* _Your goal_:
If a line in the entries below includes "place", pick it out and copy it.

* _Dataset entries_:
· · · · ·
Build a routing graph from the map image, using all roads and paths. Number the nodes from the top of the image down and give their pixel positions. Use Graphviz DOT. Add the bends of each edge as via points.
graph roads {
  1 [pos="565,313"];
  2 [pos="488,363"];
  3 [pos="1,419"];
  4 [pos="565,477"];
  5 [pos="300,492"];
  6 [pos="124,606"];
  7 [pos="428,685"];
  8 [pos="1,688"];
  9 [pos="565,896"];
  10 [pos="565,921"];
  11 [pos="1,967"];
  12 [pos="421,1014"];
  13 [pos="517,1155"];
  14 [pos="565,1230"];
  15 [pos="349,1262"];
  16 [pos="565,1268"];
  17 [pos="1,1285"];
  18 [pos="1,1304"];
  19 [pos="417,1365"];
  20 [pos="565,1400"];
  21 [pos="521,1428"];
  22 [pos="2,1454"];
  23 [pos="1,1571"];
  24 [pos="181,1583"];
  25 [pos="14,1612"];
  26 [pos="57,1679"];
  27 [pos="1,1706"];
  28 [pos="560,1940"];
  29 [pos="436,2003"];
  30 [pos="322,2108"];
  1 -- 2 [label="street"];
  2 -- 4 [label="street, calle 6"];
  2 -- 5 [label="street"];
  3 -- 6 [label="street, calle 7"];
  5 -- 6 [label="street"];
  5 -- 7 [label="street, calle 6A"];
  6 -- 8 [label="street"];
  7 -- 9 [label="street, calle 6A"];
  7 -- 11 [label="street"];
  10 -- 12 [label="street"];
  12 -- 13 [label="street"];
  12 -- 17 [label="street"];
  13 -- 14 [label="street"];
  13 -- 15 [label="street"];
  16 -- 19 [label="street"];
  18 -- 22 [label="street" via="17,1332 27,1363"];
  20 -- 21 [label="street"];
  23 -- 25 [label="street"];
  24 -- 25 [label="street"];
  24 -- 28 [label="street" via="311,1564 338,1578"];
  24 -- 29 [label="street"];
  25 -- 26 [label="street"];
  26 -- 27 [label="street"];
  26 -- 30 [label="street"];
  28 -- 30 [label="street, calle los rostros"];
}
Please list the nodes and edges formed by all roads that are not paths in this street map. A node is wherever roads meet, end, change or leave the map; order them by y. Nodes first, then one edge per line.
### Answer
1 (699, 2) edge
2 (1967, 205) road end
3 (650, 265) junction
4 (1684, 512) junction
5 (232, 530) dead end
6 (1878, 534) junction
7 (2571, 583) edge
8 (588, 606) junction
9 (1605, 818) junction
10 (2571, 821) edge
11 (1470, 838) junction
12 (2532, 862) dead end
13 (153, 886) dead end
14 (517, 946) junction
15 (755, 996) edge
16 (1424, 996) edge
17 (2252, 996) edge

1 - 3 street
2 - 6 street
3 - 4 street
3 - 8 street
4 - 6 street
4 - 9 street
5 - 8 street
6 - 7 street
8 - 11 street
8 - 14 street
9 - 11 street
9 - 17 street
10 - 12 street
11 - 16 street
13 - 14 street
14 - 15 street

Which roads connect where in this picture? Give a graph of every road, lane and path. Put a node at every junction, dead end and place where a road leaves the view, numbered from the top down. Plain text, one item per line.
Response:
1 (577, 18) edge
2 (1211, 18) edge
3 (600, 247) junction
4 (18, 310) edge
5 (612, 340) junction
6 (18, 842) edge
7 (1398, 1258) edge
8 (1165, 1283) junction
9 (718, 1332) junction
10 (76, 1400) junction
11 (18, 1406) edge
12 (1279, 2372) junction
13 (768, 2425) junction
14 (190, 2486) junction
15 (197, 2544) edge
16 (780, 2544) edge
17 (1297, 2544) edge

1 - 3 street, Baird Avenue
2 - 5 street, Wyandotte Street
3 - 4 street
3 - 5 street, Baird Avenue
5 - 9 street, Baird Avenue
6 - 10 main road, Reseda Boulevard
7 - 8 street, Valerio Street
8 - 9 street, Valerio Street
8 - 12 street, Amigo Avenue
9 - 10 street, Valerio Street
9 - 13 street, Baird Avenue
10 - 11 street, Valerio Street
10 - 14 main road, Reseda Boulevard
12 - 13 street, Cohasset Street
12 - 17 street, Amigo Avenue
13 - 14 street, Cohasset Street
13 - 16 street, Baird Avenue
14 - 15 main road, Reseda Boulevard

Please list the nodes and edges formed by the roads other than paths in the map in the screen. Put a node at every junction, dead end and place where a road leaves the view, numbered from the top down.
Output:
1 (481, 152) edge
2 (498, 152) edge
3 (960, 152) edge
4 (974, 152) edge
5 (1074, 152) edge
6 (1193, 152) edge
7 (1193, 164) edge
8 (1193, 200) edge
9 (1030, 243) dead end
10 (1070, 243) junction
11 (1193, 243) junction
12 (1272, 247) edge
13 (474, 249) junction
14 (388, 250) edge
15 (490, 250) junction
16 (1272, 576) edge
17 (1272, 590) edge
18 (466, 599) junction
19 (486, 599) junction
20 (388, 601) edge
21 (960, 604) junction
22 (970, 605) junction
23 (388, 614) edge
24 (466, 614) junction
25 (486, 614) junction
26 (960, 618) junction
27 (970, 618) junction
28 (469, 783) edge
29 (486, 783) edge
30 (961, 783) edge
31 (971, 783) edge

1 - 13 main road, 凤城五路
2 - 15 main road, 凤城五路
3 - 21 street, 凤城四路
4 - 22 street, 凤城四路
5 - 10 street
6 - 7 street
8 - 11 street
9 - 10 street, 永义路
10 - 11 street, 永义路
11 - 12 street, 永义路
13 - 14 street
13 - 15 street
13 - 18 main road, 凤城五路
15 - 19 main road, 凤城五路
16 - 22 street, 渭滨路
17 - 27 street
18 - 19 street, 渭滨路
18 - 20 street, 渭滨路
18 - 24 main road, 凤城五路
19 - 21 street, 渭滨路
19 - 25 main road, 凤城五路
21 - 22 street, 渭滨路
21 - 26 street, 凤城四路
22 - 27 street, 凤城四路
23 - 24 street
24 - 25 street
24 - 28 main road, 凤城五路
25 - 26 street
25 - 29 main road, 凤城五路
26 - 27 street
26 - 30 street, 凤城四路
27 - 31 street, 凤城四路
· · · · ·
* _Your solution_:
Which roads connect where in this picture? Give a graph of every road, lane and path. Put a node at every junction, dead end and place where a road leaves the view, numbered from the top down. Plain text, one item per line.
Please list the nodes and edges formed by the roads other than paths in the map in the screen. Put a node at every junction, dead end and place where a road leaves the view, numbered from the top down.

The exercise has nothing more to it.